As a young martial artist, I was a fan of Bruce Lee movies – wasn’t everyone?  But he didn’t really become a part of my psyche until I was exposed to his philosophy.  And the thing about it – I think that this was his greatest contribution.  If you really study the man during his tragically short life, it is almost as if he was using gong fu to explain philosophy.

 

Now I have had many great teachers, and have read many great writers.  But you can’t understand where Move Theory came from (if you care) without understanding Bruce Lee’s influence on me – especially since his symbol for the Tao of Jeet Kune Do is tatooed on my right shoulder!

To give you an idea of how he influenced me, here is a quote:

All fixed set patterns are incapable of adaptability or pliability. The truth is outside of all fixed patterns.

Yes, this is one of the early seeds of Move Theory.   The “life” of truth.  So many look at truth as this dead thing to be looked at and possessed as a trophy.  Bruce’s writings taught me that truth is something we seek – it is no more a thing than a process.  This is why I constantly speak out against our preconceived notions about child development, education, and the world.  Because a preconceived notion means you have stopped thinking, stopped searching.

Here is another gem:

Let an opponent graze your skin and you smash into his flesh; let an opponent smash into your flesh and you fracture his bone; let an opponent fracture your bone and you take his life! Do not be concerned with your escaping safely; lay your life before him!

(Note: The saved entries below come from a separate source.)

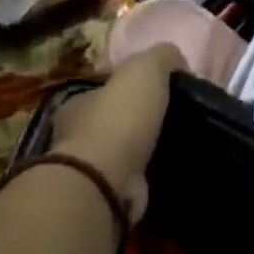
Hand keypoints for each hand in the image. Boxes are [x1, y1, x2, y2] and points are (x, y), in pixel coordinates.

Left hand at [50, 44, 186, 220]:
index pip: (106, 90)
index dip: (132, 89)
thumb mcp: (144, 69)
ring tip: (179, 144)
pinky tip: (170, 169)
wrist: (105, 179)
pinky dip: (148, 175)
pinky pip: (132, 179)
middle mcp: (75, 135)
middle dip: (139, 121)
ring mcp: (88, 168)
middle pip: (113, 121)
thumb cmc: (119, 119)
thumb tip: (177, 61)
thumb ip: (161, 57)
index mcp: (78, 103)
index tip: (163, 92)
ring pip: (123, 152)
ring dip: (145, 150)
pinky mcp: (105, 195)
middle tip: (175, 119)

This led me to understand that was I to learn, I had to challenge.  I never back away from anyone in my probing for knowledge.  I always wanted a better answer.  I don’t care whether the person is a Nobel Laureate or a peer my age.  I press and fight – because I know that’s where the growth is.  Classmates would sometimes be appalled at the way I would go after a guest speaker and debate.  But it was because I had learned to not consider my own standing or opinions of others – my intellectual “life” – in my “fight” for knowledge.

“Empty your mind, be formless, shapeless – like water. Now you put water into a cup, it becomes the cup, you put water into a bottle, it becomes the bottle, you put it in a teapot, it becomes the teapot. Now water can flow or it can crash. Be water, my friend.”

All too often, people put so much stock in the apparent strength of rigidity.  But rigidity is often brittle, when not fortified by the continued search for truth.  So there are very few things I won’t budge on – even things I am passionate about.   This is also the reason that when I decide to be forceful – I am tremendously effective.  Because my forcefulness is coming from a place of fluidity between theory, passion, practicality, and action – The Move Theory.

Thank you Bruce, with all my heart.  I am forever in your debt.